Todd Marshall wrote-
I was wandering if any of you kind souls could please help me out? I'm getting ready to work on an illustration for a client, of Bahariyasaurus ingens. I'm aware that the specimen type was destroyed in WW II, a femur, fibula and some postcranial elements if I'm not mistaken. I was reading in Gregory S. Paul's book PDW, that this therapod was put into the megalosaur group, but there were aspects of the bones gracility that make it very tyrannosaur-like. Has there been any new fossils or evidence on this animal unearthed? Any information on this animal would be greatly appreciated. Any size and length estimations to reconstruct this animal would also help a lot.
First of all, the remains of Bahariasaurus are not nearly complete enough for a restoration in my opinion. Information on the holotype-
holotype- (IPHG 1922 X47) dorsal vertebra (200 mm), dorsal vertebra (~180 mm), neural arch, rib fragment, sacral vertebra (~135 mm), sacral vertebra (~120 mm), sacral vertebra (~120 mm), pubes (1.03 m), proximal ischium
If we compare the pubic length to that of Allosaurus, we get a length of 11 meters and a mass of 3.5 tons.
The specimen including the femur and fibula (IPHG 1912 VIII) was referred to Deltadromeus by Sereno (1996). Bahariasaurus differs from Deltadromeus in- broader pubic shaft; pubic foot divided in the midline; iliac peduncle of ischium narrower. However, I have heard from good sources that the supposed pubis of Deltadromeus is really an ischium, rendering the first two characters moot.

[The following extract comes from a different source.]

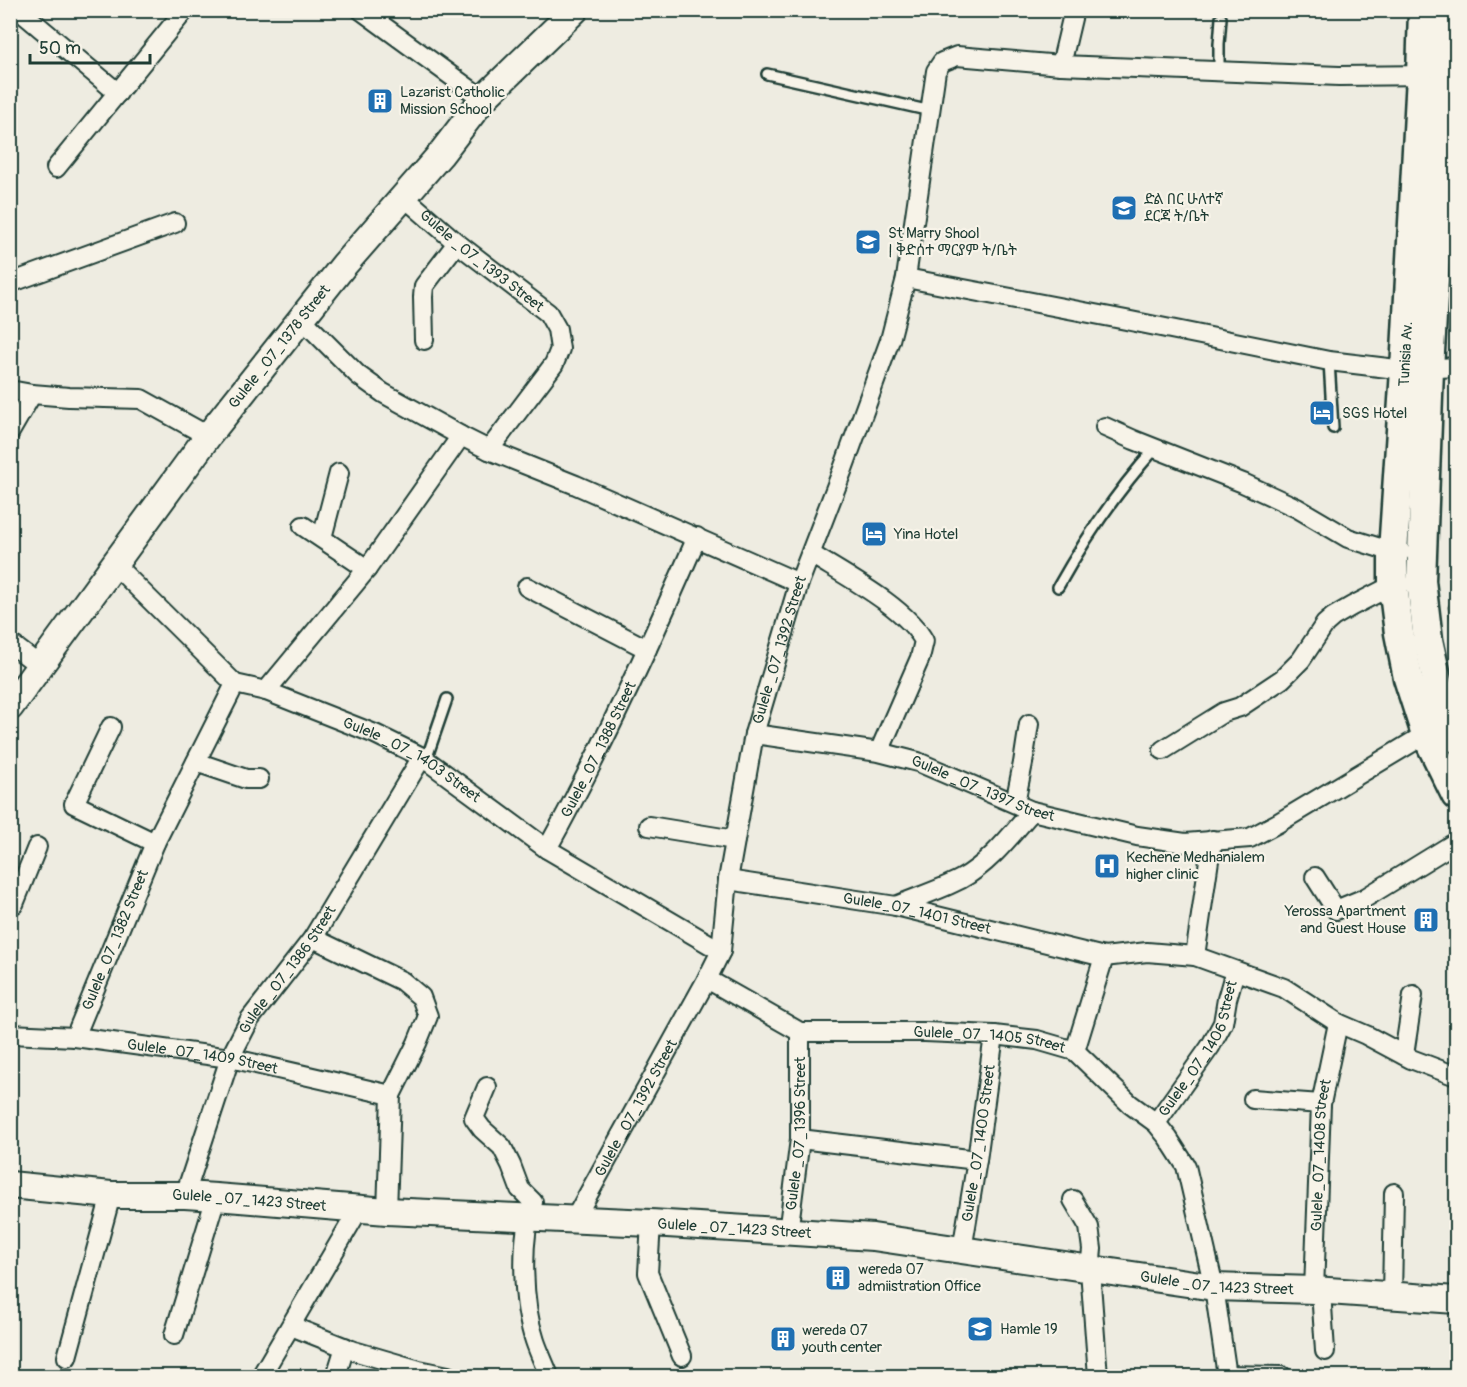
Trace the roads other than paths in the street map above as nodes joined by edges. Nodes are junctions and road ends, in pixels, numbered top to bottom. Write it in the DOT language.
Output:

Is the narrower iliac peduncle reason enough to keep these two genera separate? So on the one hand, you have a situation where Bahariasaurus could be synonymous with Deltadromeus, which is non-tyrannoraptoran, and possibly non-coelurosaurian.
Rauhut (1995) did a study on Carcharodontosaurus and Bahariasaurus where he considered the latter a member of the Carcharodontosauridae within the Allosauroidea. This was before the description of Deltadromeus, so he included IPHG 1912 VIII in Bahariasaurus. I unfortunately lack this paper, but the summary in Glut's encyclopedia indicates at least some proposed carcharodontosaurid synapomorphies are determinable in the holotype (pubic symphysis reduced proximally and distally; pubis bowed anteriorly; obturator process offset from pubic peduncle). Whether these are actually characteristic of Bahariasaurus and Carcharodontosaurus (and perhaps Giganotosaurus and Acrocanthosaurus) would require an analysis beyond the scope of this post. Thus we have a second possibility for Bahariasaurus- that it's a carcharodontosaurid carnosaur.
I can't recommend one possibility over the other at the moment, but you can see why I don't think a reconstruction is a good idea at this point.